Interview: Hope D

Written for Frooty Magazine, online, published 22 April 2022.

Image: Casey Garnsey

Adding to the success of her debut EP ‘Cash Only’, and previous single ‘Happy Hangover’, Hope D’s latest single ‘Hate Goodbyes’ is a cynical yet upbeat track you can’t help nodding your head to. She describes her lyrics as ‘simple in some ways, while exaggerated in others’, and accompanies them with a pop rock sound to remind listeners it’s all going to be okay.

‘”Hate Goodbyes” was about a relationship I was in for about two years on and off,’ she says. ‘I wrote it because I knew it was a very common theme in some people’s relationships: that on and off toxicity. But you learn so much from it as well, and it’s so human to feel those things and hate having to let go of someone. Because you aren’t just letting go of them: you’re letting go of their family, their friends, their pets, the places you used to go together.

‘I’m remembering [the relationship] in a completely different setting now.
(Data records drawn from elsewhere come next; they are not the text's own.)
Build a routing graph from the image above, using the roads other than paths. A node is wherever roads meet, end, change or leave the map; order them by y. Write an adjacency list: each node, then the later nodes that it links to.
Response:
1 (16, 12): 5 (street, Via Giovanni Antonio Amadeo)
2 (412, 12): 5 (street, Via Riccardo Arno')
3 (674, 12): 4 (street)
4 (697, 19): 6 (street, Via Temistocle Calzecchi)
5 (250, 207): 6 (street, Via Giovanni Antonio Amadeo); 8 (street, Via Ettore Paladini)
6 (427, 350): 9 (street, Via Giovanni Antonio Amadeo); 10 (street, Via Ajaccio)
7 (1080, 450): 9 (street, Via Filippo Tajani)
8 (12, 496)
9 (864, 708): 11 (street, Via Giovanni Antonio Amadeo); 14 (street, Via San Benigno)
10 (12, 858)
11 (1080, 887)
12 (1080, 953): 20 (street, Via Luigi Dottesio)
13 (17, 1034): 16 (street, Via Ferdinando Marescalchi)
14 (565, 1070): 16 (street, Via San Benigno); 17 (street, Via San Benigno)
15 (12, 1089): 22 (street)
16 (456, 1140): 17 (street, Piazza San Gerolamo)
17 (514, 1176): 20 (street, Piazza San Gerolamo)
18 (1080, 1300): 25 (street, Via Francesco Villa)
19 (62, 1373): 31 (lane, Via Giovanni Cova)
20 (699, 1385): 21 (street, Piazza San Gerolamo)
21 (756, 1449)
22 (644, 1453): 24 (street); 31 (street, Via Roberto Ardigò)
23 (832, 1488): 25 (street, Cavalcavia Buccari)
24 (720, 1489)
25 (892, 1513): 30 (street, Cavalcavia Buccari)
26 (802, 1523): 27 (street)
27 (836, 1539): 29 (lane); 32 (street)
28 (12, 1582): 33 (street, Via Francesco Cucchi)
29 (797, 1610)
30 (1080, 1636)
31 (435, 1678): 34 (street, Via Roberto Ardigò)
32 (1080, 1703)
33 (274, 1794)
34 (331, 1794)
But it’s so incredible how emotional we can be as humans and how we can pull connections from anything. We just feel things by hearing things or seeing things or passing something on the street. I’m grateful to be able to feel those things because they’re what make us human. They’re what make the good things good and the bad things bad.’

As far as inspiration goes, Hope says she never knew she was into music until her dad took her to Bluesfest in highschool. Once she turned eighteen, however, the now-accomplished singer/songwriter started gigging out in Valley bars and caught as many live shows as she could — quickly finding herself immersed in Brisbane’s local music scene.

‘I fell in love with being able to see artists and listen to their music, and listening to the stories behind it. That’s when I realised it was what I wanted to do. […] I’m so lucky to grow up here because we have so much live music on, like, every night of the week. It’s the best thing for me, personally. It’s such a serotonin boost. I love meeting all the people and listening to all the music. I think the Brisbane music scene is incredible.’

The release of ‘Hate Goodbyes’ comes as Hope embarks on her biggest tour to date, supported by Melbourne’s Noah Dillon and fellow locals Platonic Sex. She’s already performed shows in Sydney and Adelaide, but has shows scheduled this weekend in Hobart, followed by Byron, Brisbane, Melbourne, and the Gold Coast.

‘I’m really good mates with Platonic Sex. They’re so incredible and so talented and we have the best time together. I’m just so obsessed with their music. […] I haven’t met (Noah) properly yet. […] But in two weekends it’ll be our first show of the tour together, and I’m so excited to be sharing the stage with people I’m such a massive fan of.

‘Last weekend’s shows were so much fun. But I knew it’d be chaotic travelling with the band because we’re also chaotic. We nearly lost our luggage, we practically got kicked out of the first accommodation we stayed at because they double booked us, I rolled off the bed the first night and hit my head on a corner. Every single plane ride we all got cheese and crackers: we were so bloated by the end.

‘But playing with the band in all these different places, and meeting all these people that we’ve never met before, and just being together is so nice. I feel so much closer to them.’


Now, being an advertorial, I only have 600wds to fit these articles in. But FROOTY is a queer mag, and I have it under good authority that it wants to concern itself with how its queer readers interact with the world around them. So we ask our interviewees questions on these things even though, unfortunately, they’re the part that usually gets cut.

When asked if she had advice for young, queer people discovering her music for the first time, Hope says ‘don’t be scared’.

‘Honestly, if it wasn’t for the queer people I look up to, I wouldn’t have come out as confidently as I did or connected to what I knew would be true for my life. Not properly. So all I have to say is find the things that connect to you.’

‘The obvious one is to be yourself. But be yourself when you’re ready to and don’t force it. Make sure you’re doing it for yourself rather than other people. There’s no pressure. Everything’s constantly changing.

‘Even if you say you’re one thing now, however you are in the future, just be yourself and be comfortable, and then you’ll attract everything you want in this world. I know it’s so scary and subjective. But as long as you’re the best you you can be, and fearless in that way, then I think whatever comes to you won’t be scary.’


Hope and company have upcoming shows at the Altar in Hobart, The Northern in Byron, Princess Theatre in Brisbane, Corner Hotel in Melbourne, and Miami Marketta on the Gold Coast.